Despite the CBRC’s allowance of M&A activities, there are several regulatory issues regarding overseas securities in outbound M&A financing. The State Administration of Foreign Exchange’s (SAFE) “Circular on Relevant Issues concerning the Improvement of Foreign Debts Administration,” specifies that without the approval of central SAFE, onshore borrowings by domestic enterprises must not be secured by any overseas security. In practice, such approval is extremely difficult to obtain.
In the past decade, the Chinese Government has encouraged Chinese enterprises to invest outbound. In response, SAFE has abolished many restrictive regulations. For example, the requirement for Chinese investors to pay a deposit on their outbound investments and the foreign exchange purchase quota applicable to Chinese investors have been removed.
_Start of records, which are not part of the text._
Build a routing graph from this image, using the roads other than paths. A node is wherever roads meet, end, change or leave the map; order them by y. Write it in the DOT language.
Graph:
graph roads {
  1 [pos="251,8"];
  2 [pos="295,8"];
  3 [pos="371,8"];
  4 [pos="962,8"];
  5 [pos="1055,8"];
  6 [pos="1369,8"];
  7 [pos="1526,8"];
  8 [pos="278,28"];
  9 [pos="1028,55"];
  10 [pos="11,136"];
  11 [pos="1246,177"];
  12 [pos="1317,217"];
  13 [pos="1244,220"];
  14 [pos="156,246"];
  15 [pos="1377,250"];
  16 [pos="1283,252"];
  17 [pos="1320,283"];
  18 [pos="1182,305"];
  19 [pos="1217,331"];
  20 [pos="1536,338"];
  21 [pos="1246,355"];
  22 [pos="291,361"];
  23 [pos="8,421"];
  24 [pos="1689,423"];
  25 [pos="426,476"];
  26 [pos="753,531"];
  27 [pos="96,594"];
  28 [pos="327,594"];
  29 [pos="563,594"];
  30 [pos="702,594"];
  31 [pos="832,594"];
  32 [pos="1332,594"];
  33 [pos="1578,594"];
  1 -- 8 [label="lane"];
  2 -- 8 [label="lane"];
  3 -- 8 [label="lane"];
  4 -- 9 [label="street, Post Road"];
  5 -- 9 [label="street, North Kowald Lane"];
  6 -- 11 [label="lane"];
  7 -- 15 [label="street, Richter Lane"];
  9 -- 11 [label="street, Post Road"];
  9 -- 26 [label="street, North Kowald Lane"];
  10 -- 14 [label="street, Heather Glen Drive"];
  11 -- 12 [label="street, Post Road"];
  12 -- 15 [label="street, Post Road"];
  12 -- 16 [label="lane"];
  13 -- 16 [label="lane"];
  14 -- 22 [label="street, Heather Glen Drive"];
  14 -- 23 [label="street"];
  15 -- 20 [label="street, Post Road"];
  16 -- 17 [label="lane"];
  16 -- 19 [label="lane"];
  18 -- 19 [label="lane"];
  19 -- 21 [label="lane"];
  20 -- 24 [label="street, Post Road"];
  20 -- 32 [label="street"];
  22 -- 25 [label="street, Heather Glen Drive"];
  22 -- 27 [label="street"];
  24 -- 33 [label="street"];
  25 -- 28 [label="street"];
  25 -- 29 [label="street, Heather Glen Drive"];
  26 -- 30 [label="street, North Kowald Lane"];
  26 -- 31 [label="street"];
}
Furthermore, domestic enterprises are now allowed to use domestic foreign currency loans to finance their outbound investment, subject to registration with local SAFE.
Although the regulatory policy has been relaxed slightly, failure to satisfy SAFE approval requirements may result in Chinese banks receiving regulatory penalties and damage to their reputation. “Given the fact that the regulations are not entirely clear, Chinese banks would be well served to consult both professional advisers and local SAFE prior to determining the financing structure of an outbound M&A transaction,” said Edward E. Lehman, Managing Director of Lehman, Lee & Xu.